Football Falls to Case Western, Preps for Hiram
By Colin Smith

Big defensive lapses and a second half scoring drought landed the Yeoman football squad a 37-11 loss at Case Western Reserve University on Saturday, dropping Oberlin’s record to 0-2.
The Spartans of Case Western required only 60 offensive plays to rack up 483 yards and five touchdowns. The Yeomen posted 302 yards of offense and won the turnover battle by forcing three Case giveaways, but could only come up with nine points on offense, all in the first quarter.
“We were moving the ball, but we weren’t getting in the end zone,” senior quarterback Chris Moffatt said.
Oberlin trailed just 20-11 going into the second half, but Case pulled away with 10 third-quarter points after the Yeomen turned the ball over on downs on their first three possessions after halftime. Case sealed the game with a 60-yard touchdown pass early in the fourth quarter.
“On 50 plays we held them to 119 yards,” head coach Jeff Ramsey said. “On 10 plays we gave up 364.”
Case made eight plays of 30 yards or more, three of which went for touchdowns. Case also converted seven out its 14 third downs and was 15 of 26 passing.
“Every play where we made mistakes it was only one guy,” Ramsey said of the big plays. “It’s that brief loss of concentration where they beat us.”
Case’s big gains were even more frustrating since Oberlin “knew what was coming,” because the Spartans were calling their plays at the line of scrimmage, Ramsey said.
The game got off to a promising start for the Yeomen. They held the Spartans to one first down on the opening drive and forced a punt. With Moffatt at quarterback, the Yeomen drove 69 yards down the field on the strength of a 14-yard run by sophomore Travis Oman and a 44-yard reception by first-year Chad Cutting. Oman ran it in on third and goal from the one for the go-ahead score.
Case was able to block the point-after attempt, and followed up the kickoff with the first huge gain of the game: a 71-yard touchdown run.
Two minutes later, the defense gave the offense great field position by forcing and recovering a Case fumble at the Spartan 21. The Yeomen drove down to the one, but had to settle for a field goal and a 9-7 lead.
Case Western came right back with a three-play scoring drive and then added another touchdown early in the second quarter.
Oberlin’s only other points in the game came on a safety with 2:44 remaining in the second.
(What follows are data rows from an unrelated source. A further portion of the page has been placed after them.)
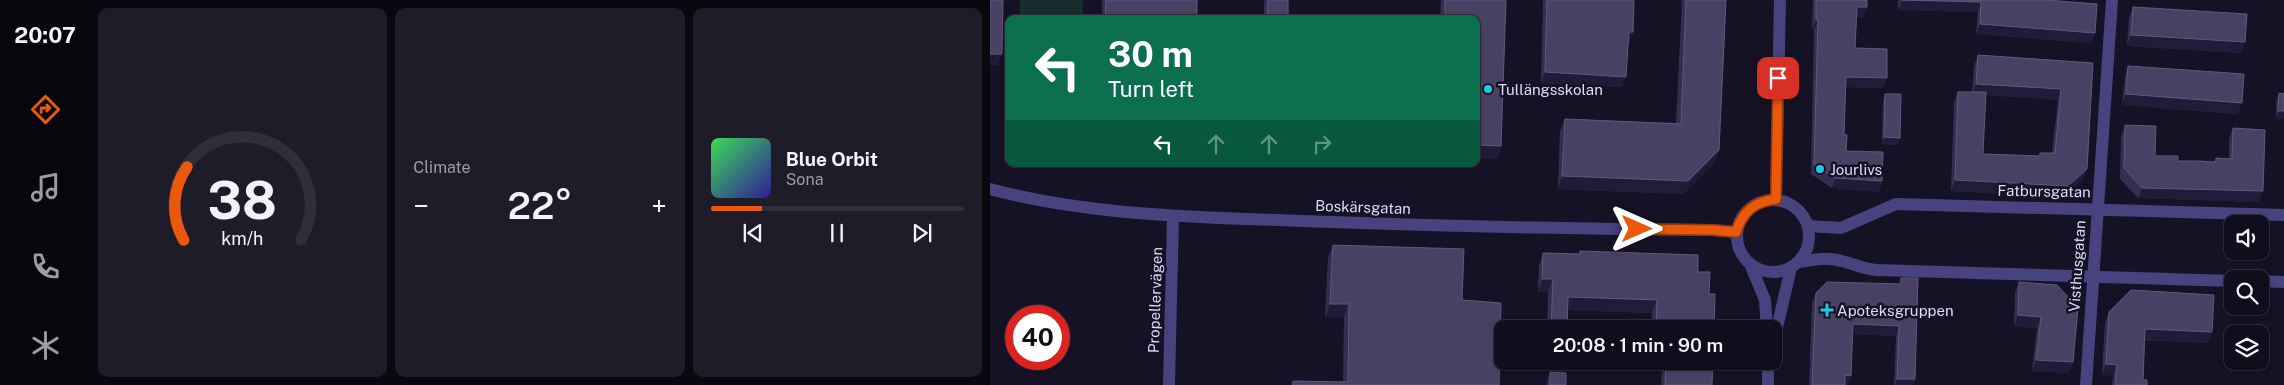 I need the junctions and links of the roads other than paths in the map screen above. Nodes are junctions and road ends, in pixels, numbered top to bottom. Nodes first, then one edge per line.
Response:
1 (1780, 0) edge
2 (2112, 0) edge
3 (990, 189) edge
4 (1776, 199) junction
5 (2097, 209) junction
6 (2284, 215) edge
7 (1173, 216) junction
8 (1808, 226) junction
9 (1736, 232) junction
10 (1750, 264) junction
11 (1795, 265) junction
12 (2092, 277) junction
13 (2224, 281) edge
14 (2269, 281) edge
15 (2284, 282) edge
16 (1766, 320) edge
17 (1780, 320) edge
18 (1769, 370) edge
19 (1169, 385) edge
20 (1768, 385) edge
21 (2086, 385) edge

1 - 4 street
2 - 5 street, Visthusgatan
3 - 7 street, Boskärsgatan
4 - 8 street
4 - 9 street
5 - 6 street, Fatbursgatan
5 - 8 street, Fatbursgatan
5 - 12 street, Visthusgatan
7 - 9 street, Boskärsgatan
7 - 19 street, Propellervägen
8 - 11 street
9 - 10 street
10 - 11 street
10 - 16 street
11 - 12 street
11 - 17 street
12 - 13 street
12 - 21 street, Visthusgatan
14 - 15 street
18 - 20 street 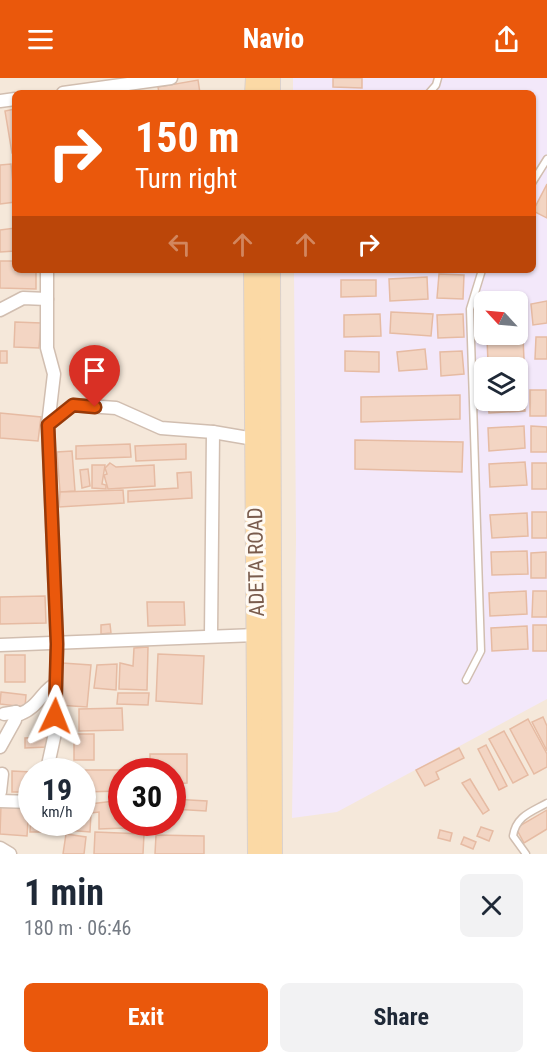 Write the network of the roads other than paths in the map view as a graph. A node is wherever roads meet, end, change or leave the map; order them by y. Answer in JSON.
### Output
{"nodes":[{"id":1,"x":171,"y":78,"type":"edge"},
{"id":2,"x":85,"y":90,"type":"edge"},
{"id":3,"x":547,"y":159,"type":"edge"},
{"id":4,"x":536,"y":177,"type":"edge"},
{"id":5,"x":47,"y":273,"type":"edge"},
{"id":6,"x":255,"y":273,"type":"edge"},
{"id":7,"x":270,"y":273,"type":"edge"},
{"id":8,"x":481,"y":273,"type":"edge"},
{"id":9,"x":47,"y":299,"type":"junction"},
{"id":10,"x":0,"y":310,"type":"edge"},
{"id":11,"x":48,"y":425,"type":"junction"},
{"id":12,"x":213,"y":432,"type":"junction"},
{"id":13,"x":254,"y":439,"type":"junction"},
{"id":14,"x":211,"y":635,"type":"junction"},
{"id":15,"x":256,"y":635,"type":"junction"},
{"id":16,"x":57,"y":644,"type":"junction"},
{"id":17,"x":0,"y":645,"type":"edge"},
{"id":18,"x":466,"y":680,"type":"dead end"},
{"id":19,"x":56,"y":684,"type":"junction"},
{"id":20,"x":0,"y":747,"type":"edge"},
{"id":21,"x":50,"y":758,"type":"edge"},
{"id":22,"x":2,"y":774,"type":"dead end"},
{"id":23,"x":0,"y":792,"type":"edge"},
{"id":24,"x":0,"y":801,"type":"edge"},
{"id":25,"x":18,"y":802,"type":"edge"},
{"id":26,"x":547,"y":803,"type":"edge"},
{"id":27,"x":0,"y":848,"type":"edge"},
{"id":28,"x":10,"y":854,"type":"edge"},
{"id":29,"x":258,"y":854,"type":"edge"},
{"id":30,"x":272,"y":854,"type":"edge"},
{"id":31,"x":526,"y":854,"type":"edge"}],
"edges":[{"from":1,"to":2,"type":"street"},
{"from":3,"to":4,"type":"lane"},
{"from":5,"to":9,"type":"street"},
{"from":6,"to":13,"type":"main road","name":"ADETA ROAD"},
{"from":7,"to":30,"type":"main road","name":"ADETA ROAD"},
{"from":8,"to":18,"type":"lane"},
{"from":9,"to":10,"type":"street"},
{"from":9,"to":11,"type":"street"},
{"from":11,"to":12,"type":"street"},
{"from":11,"to":16,"type":"street"},
{"from":12,"to":13,"type":"street"},
{"from":12,"to":14,"type":"street"},
{"from":13,"to":15,"type":"main road","name":"ADETA ROAD"},
{"from":14,"to":15,"type":"street"},
{"from":14,"to":16,"type":"street"},
{"from":15,"to":29,"type":"main road","name":"ADETA ROAD"},
{"from":16,"to":17,"type":"street"},
{"from":16,"to":19,"type":"street"},
{"from":19,"to":20,"type":"street"},
{"from":19,"to":21,"type":"street"},
{"from":22,"to":23,"type":"street"},
{"from":24,"to":25,"type":"street"},
{"from":26,"to":31,"type":"lane"},
{"from":27,"to":28,"type":"street"}]}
After sophomore Ryan Drews punted to the Case 10 — one of three punts inside the 20 in the game — Jon Ramsier sacked Spartan quarterback Eli Grant for a loss of nine. On the next play Grant fumbled in the endzone, but was able to secure the ball just in time to prevent an Oberlin touchdown, yielding only the safety.
With just three seconds left in the half, sophomore place-kicker Steve Willever missed from 39 yards.
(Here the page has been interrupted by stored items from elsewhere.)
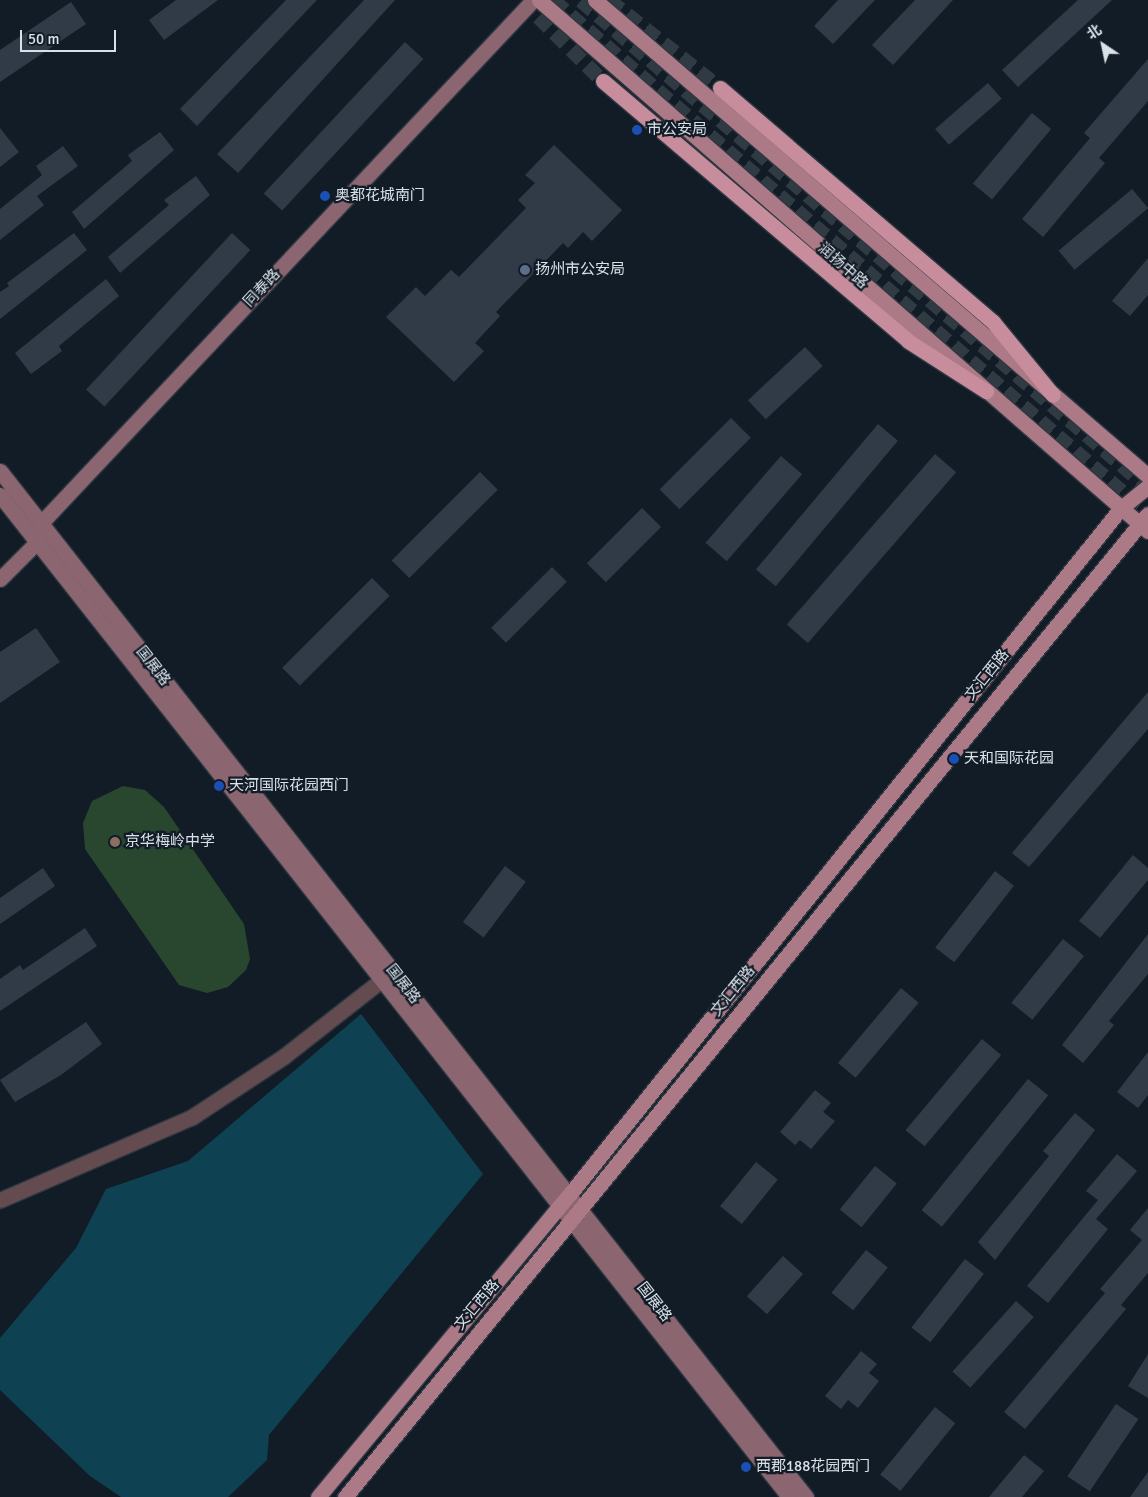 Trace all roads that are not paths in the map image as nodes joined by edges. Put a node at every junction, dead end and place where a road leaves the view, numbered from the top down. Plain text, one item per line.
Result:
1 (532, 0) edge
2 (539, 0) edge
3 (595, 0) edge
4 (603, 81) tunnel mouth
5 (720, 88) tunnel mouth
6 (986, 391) junction
7 (1053, 395) junction
8 (0, 471) edge
9 (1148, 476) edge
10 (1148, 486) edge
11 (0, 495) edge
12 (1121, 508) junction
13 (1145, 523) edge
14 (41, 524) junction
15 (37, 542) junction
16 (0, 579) edge
17 (384, 978) junction
18 (0, 1200) edge
19 (565, 1200) junction
20 (578, 1216) junction
21 (318, 1497) edge
22 (345, 1497) edge
23 (790, 1497) edge
24 (806, 1497) edge

1 - 14 street, 同泰路
2 - 6 main road, 润扬中路
3 - 7 main road
4 - 6 highway
5 - 7 highway
6 - 12 main road, 润扬中路
7 - 9 main road
8 - 14 street, 国展路
10 - 12 main road, 文汇西路
11 - 15 street, 国展路
12 - 13 main road, 润扬中路
12 - 19 main road, 文汇西路
13 - 20 main road, 文汇西路
14 - 15 street
14 - 19 street, 国展路
15 - 16 street
15 - 17 street, 国展路
17 - 18 street
17 - 19 street, 国展路
19 - 20 street, 国展路
19 - 21 main road, 文汇西路
20 - 22 main road, 文汇西路
20 - 23 street, 国展路
20 - 24 street, 国展路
“We went into halftime thinking we could move the ball on their defense,” sophomore wide receiver Zach Lewis said.
But Oberlin’s failure to convert on fourth-and-one and fourth-and-two on consecutive drives early in the third quarter kept them from getting a second-half drive rolling.
“If we would’ve made those it would’ve given us momentum,” Lewis said.
By the time the Yeomen finally regained some momentum, with an 11-play drive in the fourth quarter, Case had already taken a 26-point lead.
Moffatt got the start over sophomore quarterback Ryan Squatrito, who was four of 17 in the opener. Moffatt appears poised to start tomorrow’s 1 p.m. home game against Hiram College, but that won’t mean he is assured of the starting job throughout the season.
Ramsey indicated that he will continue to go with the hot hand — whoever is performing best at a given time, both in practice and in games.
“Our team has two good quarterbacks and whoever’s being more efficient is going to be playing,” Moffatt said. “I think [the pressure] makes you play better.”
Hiram, the first North Coast Athletic Conference opponent on Oberlin’s schedule, will come into Dill Field tomorrow with an 0-3 record. The Terriers have been outscored a combined 126-7, while gaining fewer than 100 yards per game and allowing nearly 500.
The Terriers are a very young team, with only 15 returning players from last year — “much like our team in 2000,” Ramsey said.
“The thing about Hiram,” he continued, “is that this is the third year in a row that we’ve looked at the film and said, ‘This is a team we should beat.’ The past two years they’ve found a way to beat us. I’ve challenged [the team] not to let that happen.”
Hiram defeated the Yeomen 9-8 in 2000 and 24-17 in 2001, a game in which Oberlin committed five turnovers. The key this year will be to maintain focus and to not underestimate the opponent.
“There’s always the danger of that,” Lewis said, “but with us going into it 0-2, I don’t think there’s any danger of anyone overlooking them.”